El ronrón suicida

Un día más es siempre un día menos,  ciegamente caminamos hacia caminos temidos, constantemente jugueteando con la vida y la muerte, despreciando a una y temiendo a las dos, pensó el ronrón, luego sorbió. 

-Hubo una vez un ronrón insensato, cuyos hábitos suicidas le arrastraban hacia la tumba de manera prematura. Su corazón  amenizaba como bombo de banda su paso vacilante, mientras él, con su cuerpo adormecido y sus alas atrofiadas luchaba por conservar el equilibrio. 

Al prieto ronrón Le gustaba lamer veneno, de a poquito, para morir lentamente, le hacía perder la razón, suficiente para alucinar  pero no para expirar de golpe; su muerte era lenta, un masoquismo  pausado, un habito oscuro que le llevaba a la muerte  en una procesión de culpa e insensatez. Adelantada, una carroza le esperaba aunque su cadencia fuera lenta, en medio de un juego macabro de autodestrucción.

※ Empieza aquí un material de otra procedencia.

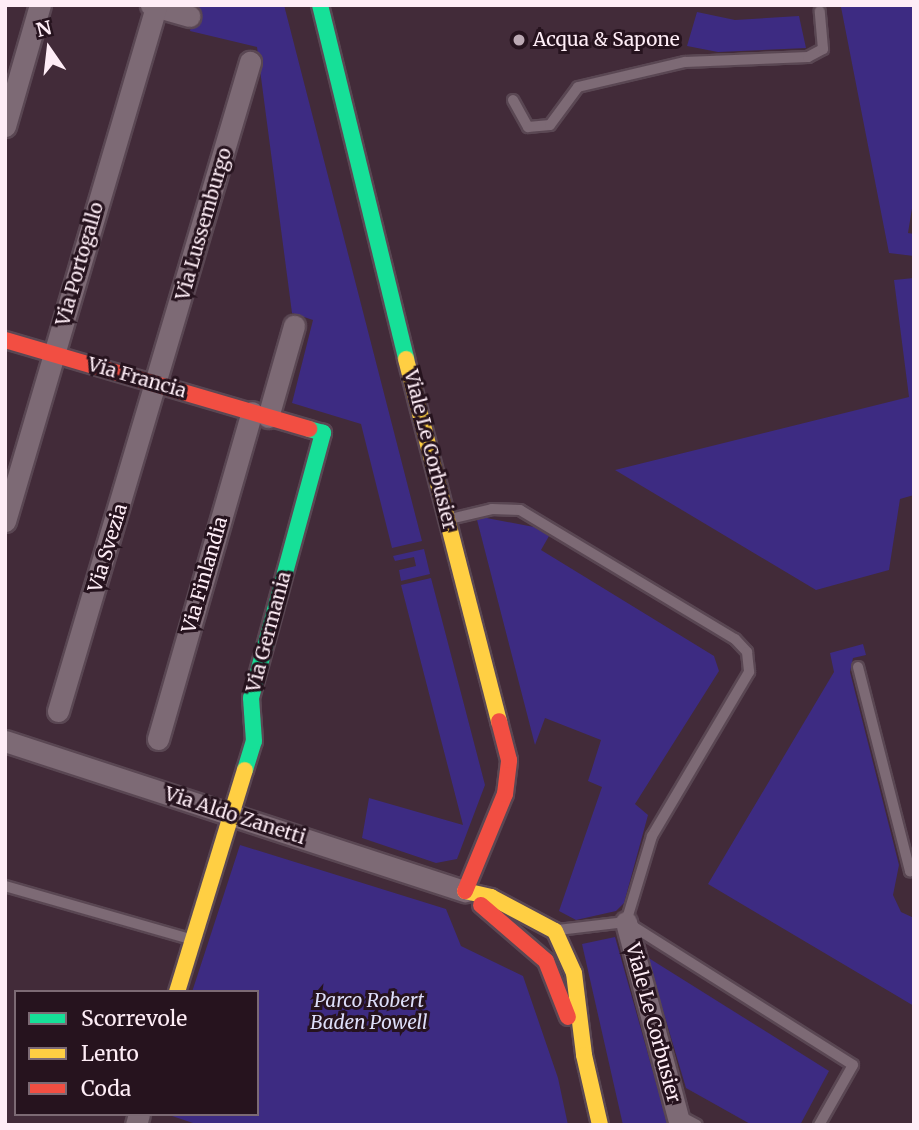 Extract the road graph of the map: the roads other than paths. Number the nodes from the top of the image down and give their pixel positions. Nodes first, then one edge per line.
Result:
1 (40, 5) edge
2 (320, 5) edge
3 (153, 6) edge
4 (820, 11) dead end
5 (189, 16) dead end
6 (250, 62) dead end
7 (513, 100) dead end
8 (5, 126) edge
9 (294, 326) dead end
10 (5, 340) edge
11 (54, 354) junction
12 (158, 384) junction
13 (260, 414) junction
14 (323, 433) joint
15 (448, 520) junction
16 (5, 521) edge
17 (858, 667) dead end
18 (58, 711) dead end
19 (158, 739) dead end
20 (5, 741) edge
21 (232, 814) junction
22 (914, 870) edge
23 (5, 886) edge
24 (465, 891) junction
25 (626, 922) junction
26 (555, 931) junction
27 (193, 940) junction
28 (178, 990) edge
29 (584, 1055) junction
30 (679, 1119) edge
31 (600, 1125) edge
32 (697, 1125) edge
33 (819, 1125) edge

1 - 8 street
2 - 15 street, Viale Le Corbusier
3 - 5 street
3 - 11 street, Via Portogallo
4 - 7 lane
6 - 12 street, Via Lussemburgo
9 - 13 street
10 - 11 street, Via Francia
11 - 12 street, Via Francia
11 - 16 street, Via Portogallo
12 - 13 street, Via Francia
12 - 18 street, Via Svezia
13 - 14 street, Via Francia
13 - 19 street, Via Finlandia
14 - 21 street, Via Germania
15 - 24 street, Viale Le Corbusier
15 - 25 lane
17 - 22 lane
20 - 21 street, Via Aldo Zanetti
21 - 24 street, Via Aldo Zanetti
21 - 27 street, Via Germania
23 - 27 lane
24 - 26 street
24 - 29 street
25 - 26 lane
25 - 30 street, Viale Le Corbusier
25 - 33 lane
26 - 29 street
27 - 28 street, Via Germania
29 - 31 street
30 - 32 lane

Arrastrando sus patas adormecidas, rallando el piso, lento y zigzagueante, su mover, era un arañar quedito, un ruido bajito que nadie alcanzaba a escuchar, un paso tropezante, que, como un tango siniestro, daba dos pasos a la vida y tres pasos a la muerte. 

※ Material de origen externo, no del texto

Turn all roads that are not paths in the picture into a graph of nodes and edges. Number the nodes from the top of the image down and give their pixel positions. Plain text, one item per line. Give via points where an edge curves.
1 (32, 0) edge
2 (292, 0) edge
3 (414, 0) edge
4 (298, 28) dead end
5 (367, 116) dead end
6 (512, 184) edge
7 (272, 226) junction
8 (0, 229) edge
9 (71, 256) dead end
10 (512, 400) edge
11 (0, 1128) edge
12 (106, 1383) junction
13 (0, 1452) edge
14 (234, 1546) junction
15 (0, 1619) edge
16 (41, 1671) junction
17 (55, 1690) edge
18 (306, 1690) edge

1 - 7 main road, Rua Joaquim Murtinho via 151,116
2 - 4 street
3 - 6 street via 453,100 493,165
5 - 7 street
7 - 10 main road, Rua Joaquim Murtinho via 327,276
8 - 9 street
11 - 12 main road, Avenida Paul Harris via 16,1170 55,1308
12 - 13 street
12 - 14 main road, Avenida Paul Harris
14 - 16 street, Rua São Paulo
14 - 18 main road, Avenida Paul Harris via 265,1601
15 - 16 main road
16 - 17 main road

Otro sorbo,  otra copa… la visión delirante se diluía con la mañana, el psicodélico palpitar de su espejismo le abandonaba. Aquí y allá, el ronrón suicida sorbía su muerte un trago a la vez, sin apuro,  lentamente, la prisa llegaría con el correr del tiempo. 

Ya no volaba el ronrón,  solo avanzaba lentamente hacia la caravana fúnebre, estaba por alcanzarla, por subir al féretro vacío, a esperas de que este posara su extenuado cuerpo en el aterciopelado interior. Ya la alcanzaría, cuando el último sorbo doblegara su fuerza, cuando la última gota derramara la copa.

Las cercas de piedra, enmarcando el polvo de la loma, parecían juntarse justo arriba, y tras de la cima, los nubarrones amenazaban con mojar a la comitiva, que perdida, cada cual en su pensamiento, caminaba recogiendo imágenes y reuniendo semblantes; siendo unos de otros, la escena tétrica que describirán a quien preguntara por el funeral.

La poca luz anunciaba el ocaso y dibujaba siluetas de árboles casi marchitos por la dura canícula de ese año, y la sequía de años pasados. Las narices curioseaban, entre olores de girasoles, de rosas, de gerberas, de margaritas, de lilas, de lirios, y unas flores que mezclando su aroma con el de otras, creaban perfumes fugaces que algún día reaparecerían en otro funeral. 

Las notas altas vibraban, las bajas chillaban,  ambas saltando entre pausa y pausa de la fúnebre melodía, notas metálicas de oboe, de tuba, percusiones en el aire, una tras otra, anunciando la partida. 

La caravana marchaba, y detrás,  el ronrón suicida retrasado, levantó la mirada, examinó fascinado el camino aledaño, justo allí, en la bifurcación vaciló, de sus manos entumidas cayó la copa  y un campaneo estrepitoso de cristales  rotos atrajo el mirar de todos. En medio del silencio repentino, la muchedumbre le veía abandonar el sepelio. El cortejo fúnebre se había roto; había muchos rostros incrédulos y un par de sonrisas. 

Cuesta bajo de la oscura loma, cuesta abajo del campo de los olvidos, a paso torpe pero apresurado, el ronrón suicida corría, su paso rasgaba el polvo, la música dio paso a un cuchicheo ruidoso. El ataúd quedó al lado del camino;  los músicos cansados de tanto tocar, bajaron sus brazos. 

Pasaría un tiempo, para que la oscura silueta que le aguardaba, le tomara del hombro.